- TASK TO CARRY OUT
Please copy each line of the listing that includes the string "main".

(INPUT RECORDS)

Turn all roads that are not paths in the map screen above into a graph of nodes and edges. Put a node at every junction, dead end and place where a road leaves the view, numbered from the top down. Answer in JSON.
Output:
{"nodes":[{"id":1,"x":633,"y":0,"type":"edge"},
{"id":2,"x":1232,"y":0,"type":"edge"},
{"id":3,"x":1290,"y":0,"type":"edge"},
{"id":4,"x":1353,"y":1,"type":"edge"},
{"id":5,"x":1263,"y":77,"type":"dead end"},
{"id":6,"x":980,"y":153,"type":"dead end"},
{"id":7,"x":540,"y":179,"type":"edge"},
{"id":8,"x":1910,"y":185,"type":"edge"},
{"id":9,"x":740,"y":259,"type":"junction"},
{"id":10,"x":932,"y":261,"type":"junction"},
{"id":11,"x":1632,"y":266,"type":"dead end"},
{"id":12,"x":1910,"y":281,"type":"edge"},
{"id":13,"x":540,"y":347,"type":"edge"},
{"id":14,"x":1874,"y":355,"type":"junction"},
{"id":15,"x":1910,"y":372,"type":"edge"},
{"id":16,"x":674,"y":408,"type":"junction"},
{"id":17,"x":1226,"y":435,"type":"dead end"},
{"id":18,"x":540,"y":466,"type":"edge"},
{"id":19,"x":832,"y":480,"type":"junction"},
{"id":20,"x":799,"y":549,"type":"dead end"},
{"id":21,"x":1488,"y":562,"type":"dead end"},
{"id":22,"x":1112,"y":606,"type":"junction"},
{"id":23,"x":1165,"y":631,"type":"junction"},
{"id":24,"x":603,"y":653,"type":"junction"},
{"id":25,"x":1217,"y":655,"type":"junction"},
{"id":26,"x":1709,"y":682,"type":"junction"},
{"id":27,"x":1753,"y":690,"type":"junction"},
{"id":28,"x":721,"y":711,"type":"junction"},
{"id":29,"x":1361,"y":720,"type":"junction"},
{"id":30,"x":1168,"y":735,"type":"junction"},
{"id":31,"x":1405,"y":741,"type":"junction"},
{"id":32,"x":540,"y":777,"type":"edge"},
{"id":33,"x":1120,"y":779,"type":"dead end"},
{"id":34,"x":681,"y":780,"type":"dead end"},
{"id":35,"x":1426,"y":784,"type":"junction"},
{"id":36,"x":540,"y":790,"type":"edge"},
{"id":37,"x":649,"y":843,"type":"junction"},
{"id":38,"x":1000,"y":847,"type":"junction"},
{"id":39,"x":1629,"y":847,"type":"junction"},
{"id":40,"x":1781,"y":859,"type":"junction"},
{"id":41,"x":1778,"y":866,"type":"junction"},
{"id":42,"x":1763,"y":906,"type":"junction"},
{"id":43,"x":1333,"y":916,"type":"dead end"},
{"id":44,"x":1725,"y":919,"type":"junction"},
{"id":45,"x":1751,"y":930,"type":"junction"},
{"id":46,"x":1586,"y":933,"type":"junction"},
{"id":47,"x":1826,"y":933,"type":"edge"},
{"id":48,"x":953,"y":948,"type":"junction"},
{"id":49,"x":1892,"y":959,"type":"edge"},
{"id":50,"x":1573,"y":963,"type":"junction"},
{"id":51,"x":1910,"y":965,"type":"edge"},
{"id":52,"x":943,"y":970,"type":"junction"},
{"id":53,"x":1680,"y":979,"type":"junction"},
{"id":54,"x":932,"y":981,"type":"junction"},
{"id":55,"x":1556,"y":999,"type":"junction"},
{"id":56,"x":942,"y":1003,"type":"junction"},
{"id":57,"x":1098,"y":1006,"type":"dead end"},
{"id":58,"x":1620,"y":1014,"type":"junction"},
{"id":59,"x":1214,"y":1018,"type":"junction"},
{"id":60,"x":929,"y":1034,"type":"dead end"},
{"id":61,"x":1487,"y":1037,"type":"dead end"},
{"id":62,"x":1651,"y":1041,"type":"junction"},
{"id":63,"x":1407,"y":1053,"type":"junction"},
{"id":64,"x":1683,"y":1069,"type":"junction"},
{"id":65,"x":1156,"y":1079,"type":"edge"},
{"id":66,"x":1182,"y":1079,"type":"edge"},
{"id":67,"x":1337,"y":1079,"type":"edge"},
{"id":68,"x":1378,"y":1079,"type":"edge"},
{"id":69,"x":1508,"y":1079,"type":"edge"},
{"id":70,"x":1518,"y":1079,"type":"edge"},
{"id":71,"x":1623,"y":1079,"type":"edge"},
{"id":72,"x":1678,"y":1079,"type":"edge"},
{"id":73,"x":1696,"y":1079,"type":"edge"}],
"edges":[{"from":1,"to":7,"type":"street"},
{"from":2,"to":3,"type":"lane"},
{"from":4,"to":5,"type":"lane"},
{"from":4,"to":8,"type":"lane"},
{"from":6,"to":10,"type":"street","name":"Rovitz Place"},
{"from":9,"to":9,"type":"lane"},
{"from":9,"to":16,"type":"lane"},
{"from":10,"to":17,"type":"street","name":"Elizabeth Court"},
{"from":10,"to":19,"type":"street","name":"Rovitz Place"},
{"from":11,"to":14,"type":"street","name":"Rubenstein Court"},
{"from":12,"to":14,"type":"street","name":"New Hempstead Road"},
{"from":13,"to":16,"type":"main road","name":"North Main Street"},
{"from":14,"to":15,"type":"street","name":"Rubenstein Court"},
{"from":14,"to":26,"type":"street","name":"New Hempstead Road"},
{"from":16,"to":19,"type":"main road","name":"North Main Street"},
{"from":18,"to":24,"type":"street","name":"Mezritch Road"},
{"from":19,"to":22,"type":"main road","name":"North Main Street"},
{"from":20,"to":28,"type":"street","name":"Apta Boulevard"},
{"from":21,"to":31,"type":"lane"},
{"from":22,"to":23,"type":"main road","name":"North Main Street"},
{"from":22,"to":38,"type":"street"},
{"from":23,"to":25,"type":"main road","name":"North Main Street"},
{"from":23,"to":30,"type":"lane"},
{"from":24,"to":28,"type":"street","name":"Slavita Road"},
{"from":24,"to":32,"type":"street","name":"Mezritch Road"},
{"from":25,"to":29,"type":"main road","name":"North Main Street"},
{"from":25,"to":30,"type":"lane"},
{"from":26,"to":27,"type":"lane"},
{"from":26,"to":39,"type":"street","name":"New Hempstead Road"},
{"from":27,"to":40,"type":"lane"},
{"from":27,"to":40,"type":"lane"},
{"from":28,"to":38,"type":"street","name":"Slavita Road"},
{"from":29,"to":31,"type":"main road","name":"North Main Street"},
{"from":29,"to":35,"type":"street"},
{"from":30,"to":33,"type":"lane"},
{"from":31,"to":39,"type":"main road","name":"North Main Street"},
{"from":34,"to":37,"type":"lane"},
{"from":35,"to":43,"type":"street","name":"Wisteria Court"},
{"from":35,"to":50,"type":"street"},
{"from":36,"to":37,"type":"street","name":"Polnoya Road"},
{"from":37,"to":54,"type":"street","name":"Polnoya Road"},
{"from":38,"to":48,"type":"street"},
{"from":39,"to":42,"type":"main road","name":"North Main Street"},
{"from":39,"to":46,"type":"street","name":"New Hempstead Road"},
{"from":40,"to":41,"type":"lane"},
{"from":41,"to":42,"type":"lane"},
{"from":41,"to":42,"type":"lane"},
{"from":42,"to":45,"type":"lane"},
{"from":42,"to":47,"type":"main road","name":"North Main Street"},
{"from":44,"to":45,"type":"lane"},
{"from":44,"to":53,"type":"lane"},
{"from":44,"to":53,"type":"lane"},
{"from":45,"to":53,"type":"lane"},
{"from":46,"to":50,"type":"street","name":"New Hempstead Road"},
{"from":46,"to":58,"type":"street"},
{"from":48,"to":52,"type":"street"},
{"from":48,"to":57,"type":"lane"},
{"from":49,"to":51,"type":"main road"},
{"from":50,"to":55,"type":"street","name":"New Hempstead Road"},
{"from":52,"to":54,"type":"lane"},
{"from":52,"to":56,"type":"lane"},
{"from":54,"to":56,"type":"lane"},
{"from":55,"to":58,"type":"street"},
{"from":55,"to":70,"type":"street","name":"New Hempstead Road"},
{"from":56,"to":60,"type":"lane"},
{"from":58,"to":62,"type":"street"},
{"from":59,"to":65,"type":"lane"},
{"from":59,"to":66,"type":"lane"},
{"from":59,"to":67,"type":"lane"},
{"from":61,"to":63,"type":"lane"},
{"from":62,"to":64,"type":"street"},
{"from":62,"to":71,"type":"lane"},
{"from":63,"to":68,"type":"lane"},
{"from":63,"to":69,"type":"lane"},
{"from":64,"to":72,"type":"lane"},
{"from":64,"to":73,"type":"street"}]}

(End INPUT RECORDS)

- ANSWER FOR THIS EXERCISE
{"from":13,"to":16,"type":"main road","name":"North Main Street"},
{"from":16,"to":19,"type":"main road","name":"North Main Street"},
{"from":19,"to":22,"type":"main road","name":"North Main Street"},
{"from":22,"to":23,"type":"main road","name":"North Main Street"},
{"from":23,"to":25,"type":"main road","name":"North Main Street"},
{"from":25,"to":29,"type":"main road","name":"North Main Street"},
{"from":29,"to":31,"type":"main road","name":"North Main Street"},
{"from":31,"to":39,"type":"main road","name":"North Main Street"},
{"from":39,"to":42,"type":"main road","name":"North Main Street"},
{"from":42,"to":47,"type":"main road","name":"North Main Street"},
{"from":49,"to":51,"type":"main road"},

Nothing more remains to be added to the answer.